2007 FIRST QUARTER REPORT 25
We are subject to credit risk associated with the purchase of the commodities produced. In order to mitigate the risk of non-payment, we minimize the total sales value with any particular purchaser. We have a Board approved Counter Party Credit Policy and perform regular credit reviews on all counterparties.
The value of our trust units is based on the underlying value of our oil and natural gas reserves. Geological and operational risks can affect the quantity and quality of reserves and the cost of ultimately recovering those reserves. Lower oil and gas prices increase the risk of write-downs on our oil and gas property investments. In order to mitigate this risk, our proven and probable oil and gas reserves are evaluated each year by a firm of independent reservoir engineers. A committee of the Board of Directors reviews and approves the reserve report.
Our access to commodity markets may be restricted at times by pipeline or processing capacity. We minimize these risks by controlling as much of our processing and transportation activities as possible and seeking to contract with reliable cost efficient counterparties for transportation and processing services.
The petroleum and natural gas industry is subject to extensive controls, regulatory policies and income and resource taxes imposed by various levels of government. These regulations, controls and taxation policies are amended from time to time. We have no control over the level of government intervention or taxation in the petroleum and natural gas industry. However, we operate in such a manner to ensure that we are in compliance with all applicable regulations and are able to respond to changes as they occur.

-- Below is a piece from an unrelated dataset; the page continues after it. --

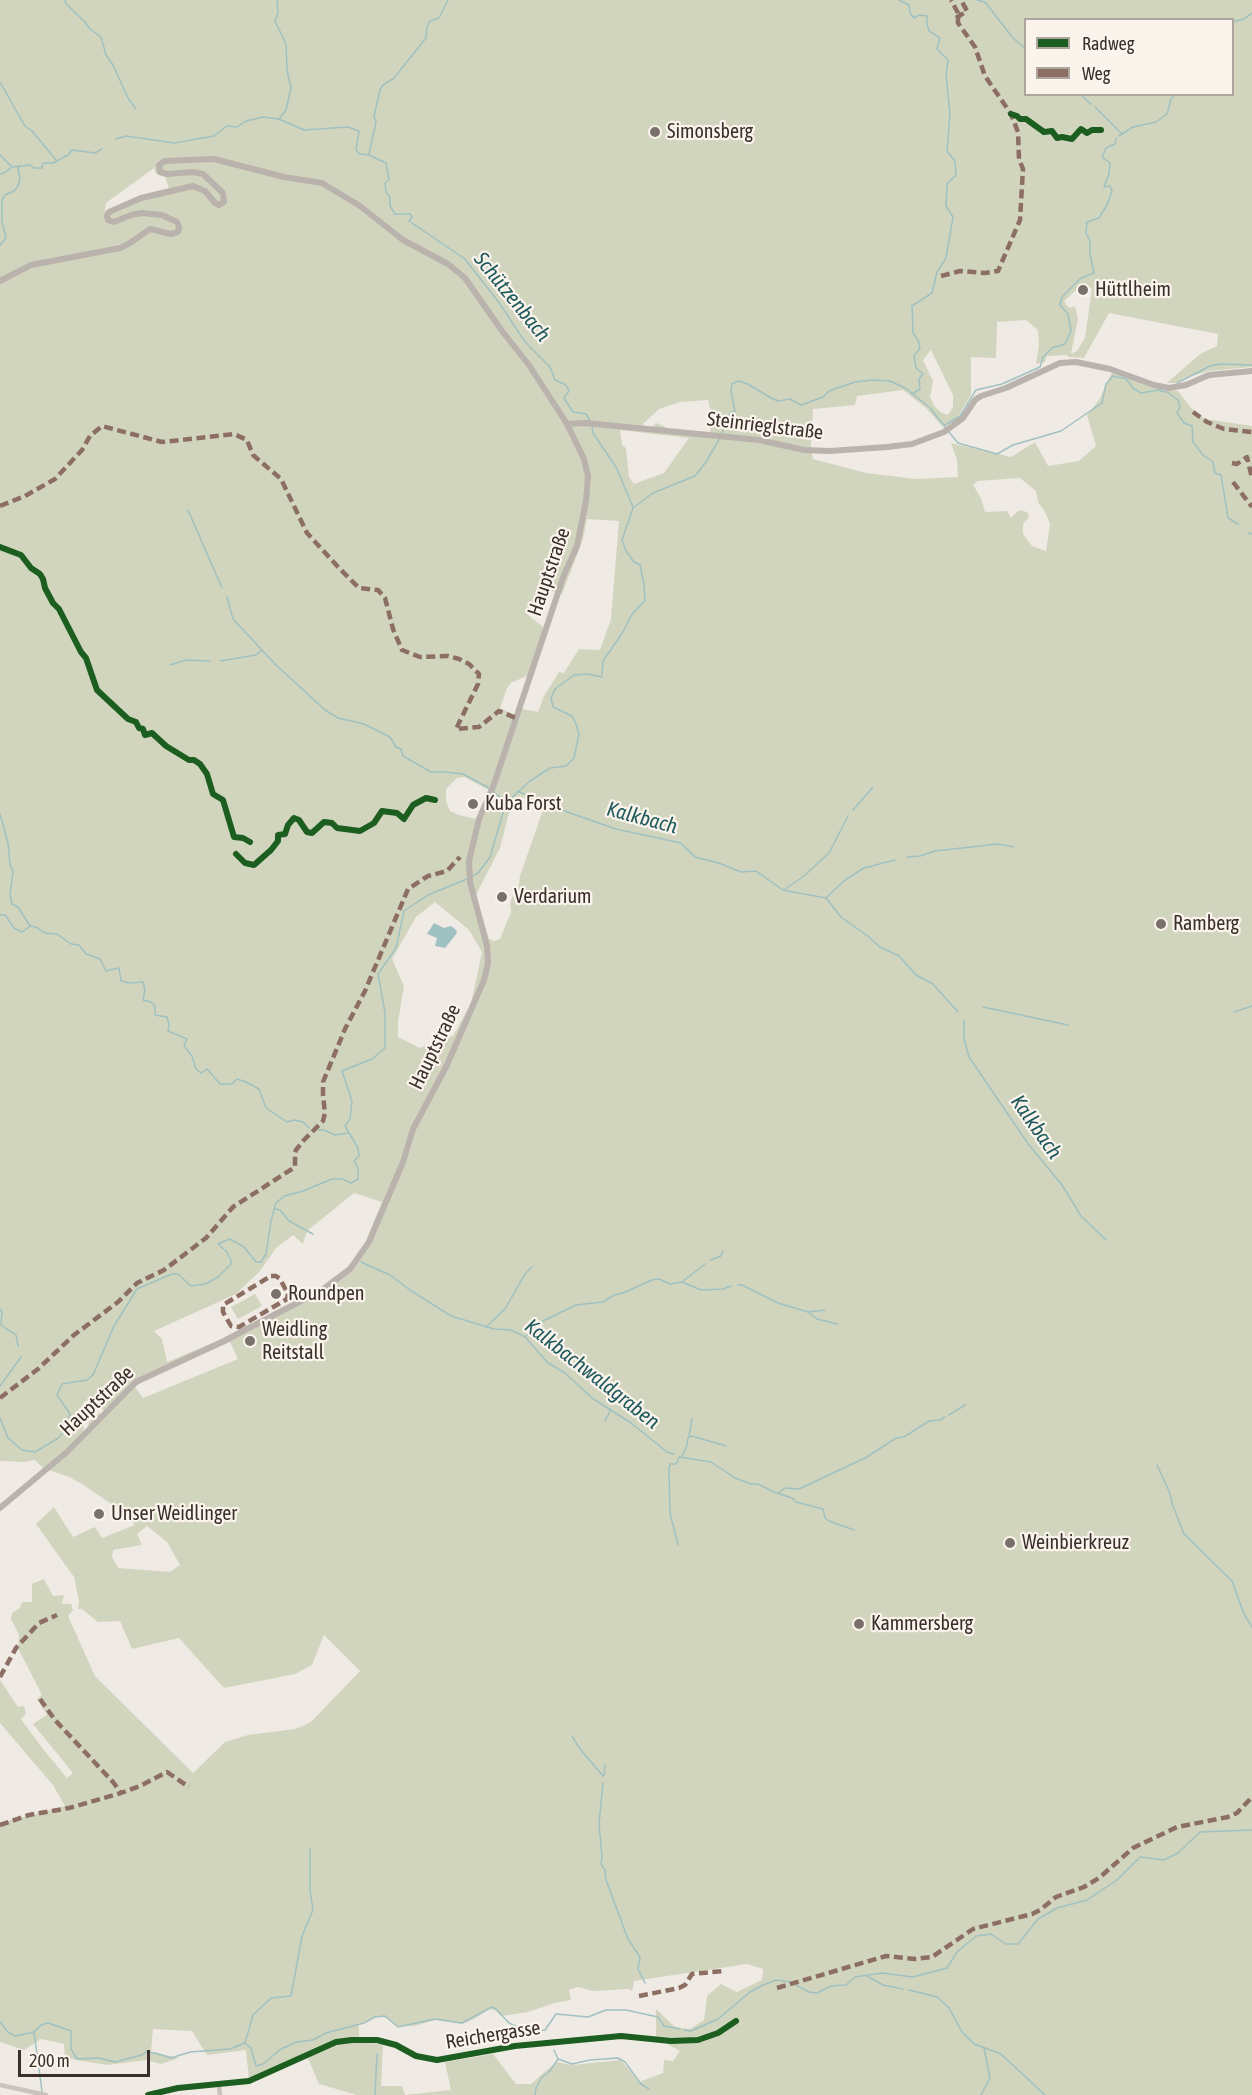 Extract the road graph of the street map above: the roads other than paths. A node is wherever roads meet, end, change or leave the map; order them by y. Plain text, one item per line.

The petroleum and natural gas industry is subject to both environmental regulations and an increased environmental awareness. We have reviewed our environmental risks and believe we are in material compliance with the current applicable environmental legislation and have determined that there is no current material impact on our operations.
In 2002, the Government of Canada ratified the Kyoto Protocol (the "Protocol"), which calls for Canada to reduce its greenhouse gas emissions to specified levels. Implementation of strategies for reducing greenhouse gases whether to meet the limits required by the Protocol or otherwise, could have a material impact on the nature of oil and natural gas operations, including those of the Trust.
The Federal Government released on April 26, 2007, its Action Plan to Reduce Greenhouse Gases and Air Pollution (the "Action Plan"), also known as ecoACTION and which includes the Regulatory Framework for Air Emissions. This Action Plan covers not only large industry, but regulates the fuel efficiency of vehicles and the strengthening of energy standards for a number of energy-using products. Regarding large industry and industry related projects, the Government's Action Plan intends to achieve the following: (i) an absolute reduction of 150 megatonnes in greenhouse gas emissions by 2020 by imposing mandatory targets; and (ii) air pollution from industry is to be cut in half by 2015 by setting certain targets. New facilities using cleaner fuels and technologies will have a grace period of three years. In order to facilitate compliance with the Action Plan's requirements, while at the same time allowing industry to be cost-effective, innovative and adopt cleaner technologies, certain options are provided. These are: (i) in-house reductions; (ii) contributions to technology funds; (iii) trading of emissions with below-target emission companies; (iv) offsets; and (v) access to Kyoto’s Clean Development Mechanism.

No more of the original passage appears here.